A verbatim copy of all the data is required, minus any images.
• • •
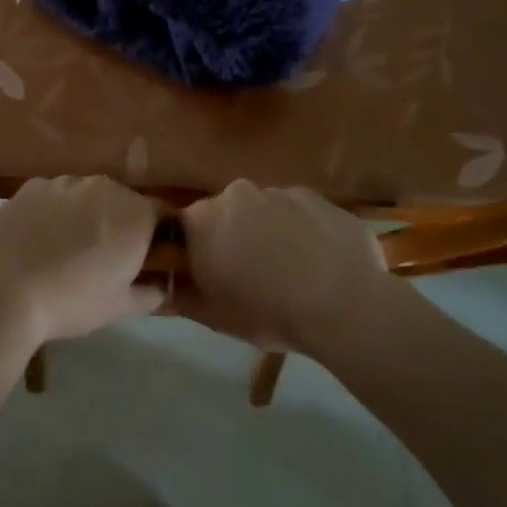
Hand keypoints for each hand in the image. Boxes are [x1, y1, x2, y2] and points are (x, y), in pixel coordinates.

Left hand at [0, 176, 162, 345]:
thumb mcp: (119, 307)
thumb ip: (150, 292)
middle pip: (123, 200)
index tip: (144, 258)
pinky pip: (54, 195)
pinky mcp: (32, 186)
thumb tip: (161, 285)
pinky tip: (39, 238)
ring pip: (87, 195)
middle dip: (119, 223)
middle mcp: (104, 187)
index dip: (156, 236)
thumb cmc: (71, 302)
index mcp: (135, 214)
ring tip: (67, 247)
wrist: (3, 293)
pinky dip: (54, 210)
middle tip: (104, 256)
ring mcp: (65, 182)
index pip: (161, 215)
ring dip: (86, 214)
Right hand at [175, 180, 390, 351]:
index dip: (197, 249)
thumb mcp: (214, 316)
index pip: (186, 227)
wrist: (345, 306)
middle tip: (252, 275)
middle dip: (234, 237)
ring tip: (292, 270)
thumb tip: (162, 287)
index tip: (211, 273)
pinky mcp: (319, 198)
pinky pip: (301, 212)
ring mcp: (281, 191)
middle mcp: (237, 193)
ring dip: (270, 232)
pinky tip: (319, 262)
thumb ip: (180, 296)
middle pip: (227, 213)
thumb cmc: (268, 313)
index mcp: (204, 219)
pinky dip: (303, 231)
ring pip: (265, 211)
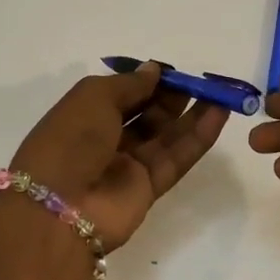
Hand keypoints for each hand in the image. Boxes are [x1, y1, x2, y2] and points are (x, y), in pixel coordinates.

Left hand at [9, 62, 228, 251]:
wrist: (59, 207)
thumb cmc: (69, 140)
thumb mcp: (93, 97)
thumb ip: (129, 84)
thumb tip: (155, 71)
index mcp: (84, 115)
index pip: (122, 94)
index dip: (146, 81)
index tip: (173, 71)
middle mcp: (106, 139)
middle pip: (146, 114)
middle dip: (171, 97)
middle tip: (199, 82)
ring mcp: (128, 165)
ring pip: (166, 136)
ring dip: (193, 114)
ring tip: (221, 94)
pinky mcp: (148, 188)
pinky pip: (177, 158)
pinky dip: (198, 137)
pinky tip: (219, 115)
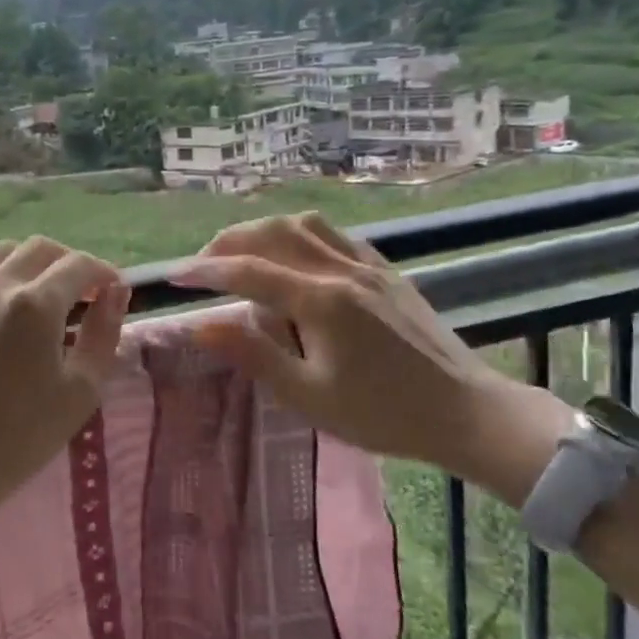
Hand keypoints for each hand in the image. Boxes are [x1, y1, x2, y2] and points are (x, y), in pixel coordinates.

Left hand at [0, 236, 129, 529]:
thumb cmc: (22, 437)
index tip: (114, 290)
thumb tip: (116, 291)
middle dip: (69, 263)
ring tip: (41, 293)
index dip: (103, 272)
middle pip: (40, 249)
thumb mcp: (82, 390)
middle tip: (83, 292)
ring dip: (29, 263)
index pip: (78, 266)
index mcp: (35, 306)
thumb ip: (104, 333)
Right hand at [172, 212, 571, 505]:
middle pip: (274, 234)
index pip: (249, 271)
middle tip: (203, 264)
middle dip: (230, 242)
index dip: (206, 270)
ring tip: (242, 253)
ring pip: (305, 224)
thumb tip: (202, 325)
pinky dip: (301, 235)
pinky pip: (335, 235)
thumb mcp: (308, 396)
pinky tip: (294, 255)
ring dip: (265, 231)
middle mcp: (342, 270)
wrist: (464, 412)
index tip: (174, 276)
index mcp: (322, 301)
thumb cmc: (382, 414)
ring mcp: (368, 265)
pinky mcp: (386, 270)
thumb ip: (254, 355)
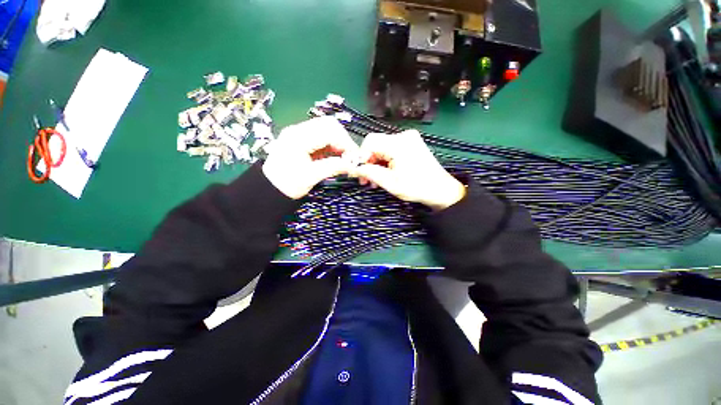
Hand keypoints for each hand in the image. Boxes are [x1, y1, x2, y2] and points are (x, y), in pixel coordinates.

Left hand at [263, 116, 359, 198]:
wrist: (270, 188)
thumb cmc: (287, 185)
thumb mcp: (311, 177)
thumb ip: (333, 167)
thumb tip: (353, 165)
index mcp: (298, 138)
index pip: (329, 130)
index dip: (345, 142)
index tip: (354, 157)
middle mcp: (298, 130)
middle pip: (329, 124)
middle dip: (343, 139)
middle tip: (349, 156)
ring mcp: (300, 133)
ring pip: (327, 129)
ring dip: (338, 142)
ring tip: (343, 157)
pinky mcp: (302, 139)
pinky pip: (322, 136)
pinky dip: (332, 145)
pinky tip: (335, 156)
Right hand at [353, 130, 465, 209]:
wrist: (440, 189)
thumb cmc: (416, 187)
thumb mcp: (390, 183)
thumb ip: (370, 173)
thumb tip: (354, 168)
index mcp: (399, 144)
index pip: (370, 142)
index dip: (361, 156)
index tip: (358, 172)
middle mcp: (404, 136)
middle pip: (376, 144)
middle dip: (368, 161)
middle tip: (364, 179)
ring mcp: (409, 138)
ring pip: (382, 147)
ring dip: (376, 162)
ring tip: (374, 180)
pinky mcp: (411, 143)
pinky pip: (391, 149)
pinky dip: (385, 160)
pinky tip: (384, 173)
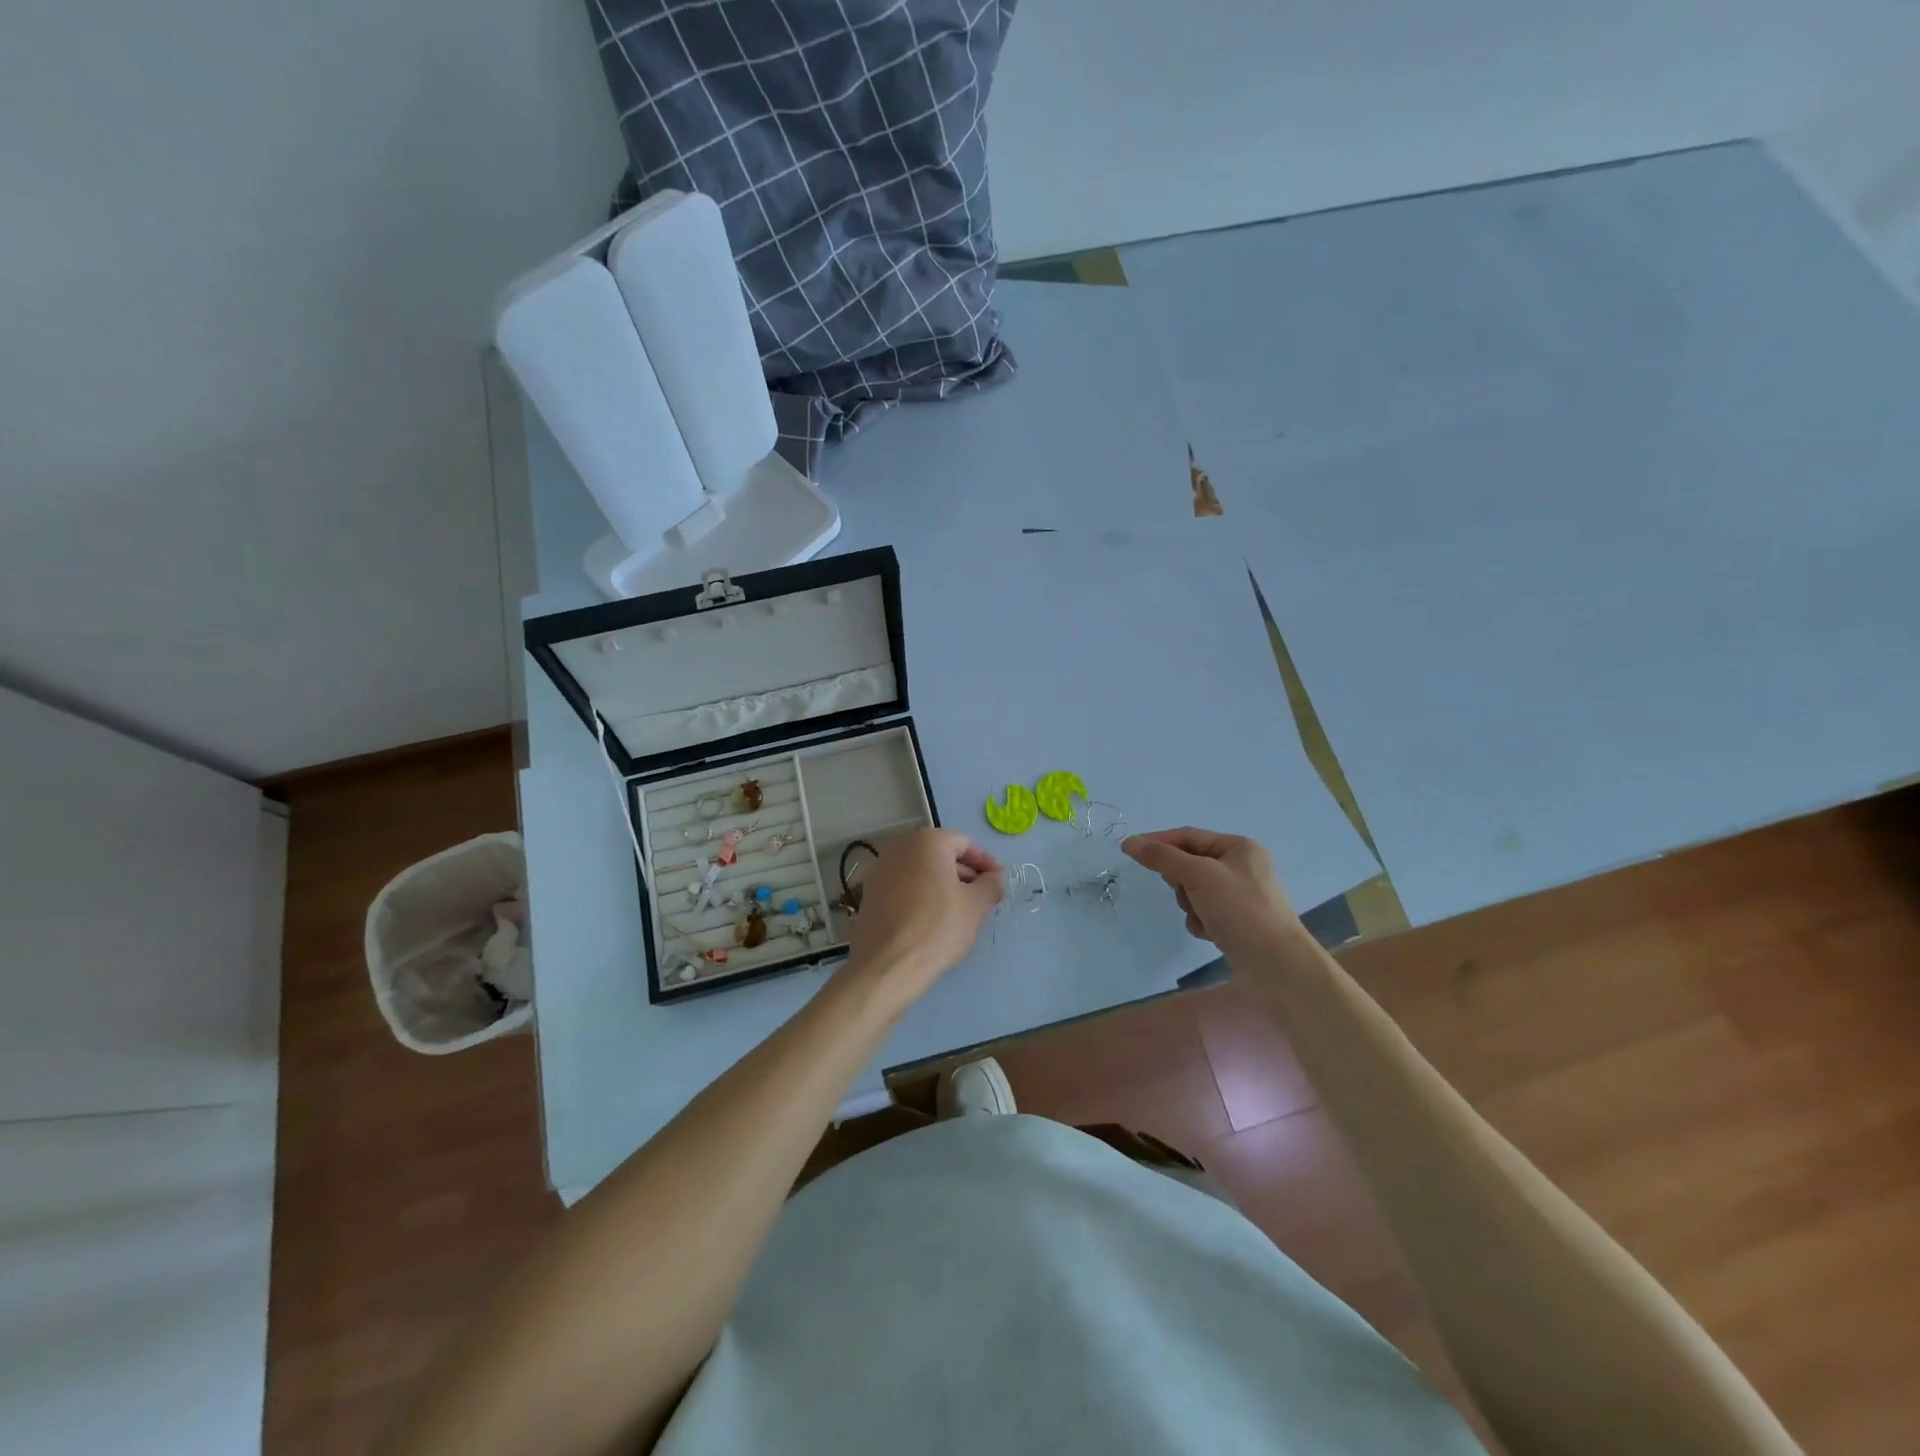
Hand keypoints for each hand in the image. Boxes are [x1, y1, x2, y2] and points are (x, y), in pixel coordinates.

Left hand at [844, 829, 1003, 1006]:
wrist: (888, 966)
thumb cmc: (938, 927)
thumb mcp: (976, 905)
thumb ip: (990, 884)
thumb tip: (994, 877)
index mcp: (927, 842)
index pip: (965, 844)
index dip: (986, 863)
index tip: (998, 883)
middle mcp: (900, 848)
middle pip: (940, 855)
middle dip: (964, 874)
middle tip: (983, 898)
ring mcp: (880, 870)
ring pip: (921, 871)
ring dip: (943, 885)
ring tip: (961, 911)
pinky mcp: (869, 894)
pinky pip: (904, 887)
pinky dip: (922, 895)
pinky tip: (933, 920)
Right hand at [1122, 827, 1299, 959]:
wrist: (1276, 965)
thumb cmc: (1240, 909)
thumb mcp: (1199, 875)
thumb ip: (1163, 857)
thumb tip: (1130, 842)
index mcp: (1238, 847)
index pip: (1188, 836)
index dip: (1159, 841)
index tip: (1129, 850)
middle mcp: (1240, 867)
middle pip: (1189, 863)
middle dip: (1181, 880)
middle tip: (1185, 892)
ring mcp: (1238, 896)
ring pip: (1192, 890)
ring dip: (1190, 904)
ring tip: (1204, 917)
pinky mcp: (1235, 921)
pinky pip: (1202, 912)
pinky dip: (1200, 921)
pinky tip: (1211, 933)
• • •
ANSWER TO THE EXERCISE:
Hand keypoints for each hand in the image. Boxes are [x1, y1, x2, y2] and points are (x, y), in pixel coordinates.

Left hand at [0, 176, 162, 345]:
thumb mcp: (119, 307)
thumb ip: (150, 292)
middle pip: (123, 200)
index tip: (144, 258)
pinky pip: (54, 195)
pinky mcp: (32, 186)
thumb tip: (161, 285)
pinky tip: (39, 238)
ring pip: (87, 195)
middle dip: (119, 223)
middle mcp: (104, 187)
index dip: (156, 236)
thumb cmc: (71, 302)
index mcp: (135, 214)
ring tip: (67, 247)
wrist: (3, 293)
pinky dip: (54, 210)
middle tip: (104, 256)
ring mcp: (65, 182)
index pip: (161, 215)
ring dip: (86, 214)
Right hand at [175, 180, 390, 351]:
index dip: (197, 249)
thumb mcp: (214, 316)
index pip: (186, 227)
wrist: (345, 306)
middle tip: (252, 275)
middle dip: (234, 237)
ring tip: (292, 270)
thumb tip: (162, 287)
index tip: (211, 273)
pinky mcp: (319, 198)
pinky pip: (301, 212)
ring mcp: (281, 191)
middle mcp: (237, 193)
ring dip: (270, 232)
pinky tip: (319, 262)
thumb ip: (180, 296)
middle pip: (227, 213)
thumb cmc: (268, 313)
index mcp: (204, 219)
pinky dip: (303, 231)
ring pip: (265, 211)
Hand keypoints for each hand in the image. Boxes are [x1, y1, x2, y2] and points are (x, y), in pixel coordinates.

Left hand at [9, 62, 228, 251]:
wrist: (59, 207)
thumb cmc: (69, 140)
thumb mcp: (93, 97)
thumb ip: (129, 84)
thumb tip: (155, 71)
index mcp: (84, 115)
index pip: (122, 94)
index dip: (146, 81)
index tip: (173, 71)
middle mcp: (106, 139)
middle pip: (146, 114)
middle dip: (171, 97)
middle tip: (199, 82)
ring mcp: (128, 165)
ring pip: (166, 136)
ring dip: (193, 114)
ring tip: (221, 94)
pinky mcp: (148, 188)
pinky pip: (177, 158)
pinky dip: (198, 137)
pinky tip: (219, 115)
Hand keypoints for each hand in the image. Boxes are [x1, y1, x2, y2] and points are (x, y), in pixel coordinates.

Left hand at [0, 236, 129, 529]:
thumb cmc: (22, 437)
index tip: (114, 290)
thumb tip: (116, 291)
middle dip: (69, 263)
ring tip: (41, 293)
index dip: (103, 272)
middle pip: (40, 249)
thumb mcp: (82, 390)
middle tip: (83, 292)
ring dip: (29, 263)
index pip: (78, 266)
index mcp: (35, 306)
thumb ip: (104, 333)
Right hand at [172, 212, 571, 505]:
middle pip: (274, 234)
index pip: (249, 271)
middle tip: (203, 264)
middle dip: (230, 242)
index dip: (206, 270)
ring tip: (242, 253)
ring pip: (305, 224)
thumb tip: (202, 325)
pinky dip: (301, 235)
pinky pip: (335, 235)
thumb mcp: (308, 396)
pinky tip: (294, 255)
ring dip: (265, 231)
middle mcp: (342, 270)
wrist: (464, 412)
index tip: (174, 276)
index mcp: (322, 301)
thumb cmc: (382, 414)
ring mcp: (368, 265)
pinky mcp: (386, 270)
thumb ip: (254, 355)
Hand keypoints for each hand in the image. Boxes are [x1, y1, x2, y2] and points are (x, y), in pixel coordinates.

Left hand at [263, 116, 359, 198]:
wrist: (270, 188)
thumb cmc: (287, 185)
thumb mcp: (311, 177)
thumb ip: (333, 167)
thumb tip: (353, 165)
index mcp: (298, 138)
index pip: (329, 130)
index dip: (345, 142)
index tip: (354, 157)
middle mcp: (298, 130)
middle pip: (329, 124)
middle dip: (343, 139)
middle tip: (349, 156)
ring mcp: (300, 133)
ring pip: (327, 129)
ring dip: (338, 142)
ring tip: (343, 157)
pinky mcp: (302, 139)
pinky pip: (322, 136)
pinky dip: (332, 145)
pinky tip: (335, 156)
Right hand at [353, 130, 465, 209]:
wrist: (440, 189)
thumb cmc: (416, 187)
thumb mcp: (390, 183)
thumb ip: (370, 173)
thumb tip: (354, 168)
index mcp: (399, 144)
index pip: (370, 142)
index dip: (361, 156)
index tip: (358, 172)
middle mcp: (404, 136)
middle pip: (376, 144)
middle dip: (368, 161)
middle tip: (364, 179)
ring mcp: (409, 138)
ring pip: (382, 147)
ring dip: (376, 162)
ring tip: (374, 180)
pinky mcp: (411, 143)
pinky pip: (391, 149)
pinky dip: (385, 160)
pinky tip: (384, 173)
Hand keypoints for each hand in the image. Boxes are [x1, y1, x2, y2] and points are (x, y), in pixel coordinates.

Left hand at [844, 829, 1003, 1006]:
wrist: (888, 966)
thumb cmc: (938, 927)
thumb mcp: (976, 905)
thumb ip: (990, 884)
thumb tip: (994, 877)
index mcp: (927, 842)
index pip: (965, 844)
index dip: (986, 863)
index tip: (998, 883)
middle mcp: (900, 848)
middle pip: (940, 855)
middle dip: (964, 874)
middle tip: (983, 898)
ring mcp: (880, 870)
ring pip: (921, 871)
ring dip: (943, 885)
ring tip: (961, 911)
pinky mcp: (869, 894)
pinky pip: (904, 887)
pinky dip: (922, 895)
pinky tip: (933, 920)
Right hand at [1122, 827, 1299, 959]:
wrist: (1276, 965)
thumb cmc: (1240, 909)
thumb mcp: (1199, 875)
thumb ip: (1163, 857)
thumb tip: (1130, 842)
index mcp: (1238, 847)
index pip: (1188, 836)
index dip: (1159, 841)
index tip: (1129, 850)
middle mcp: (1240, 867)
middle pip: (1189, 863)
middle dip: (1181, 880)
middle tip: (1185, 892)
ring mcp: (1238, 896)
ring pip: (1192, 890)
ring dip: (1190, 904)
ring tip: (1204, 917)
pinky mcp: (1235, 921)
pinky pip: (1202, 912)
pinky dip: (1200, 921)
pinky tip: (1211, 933)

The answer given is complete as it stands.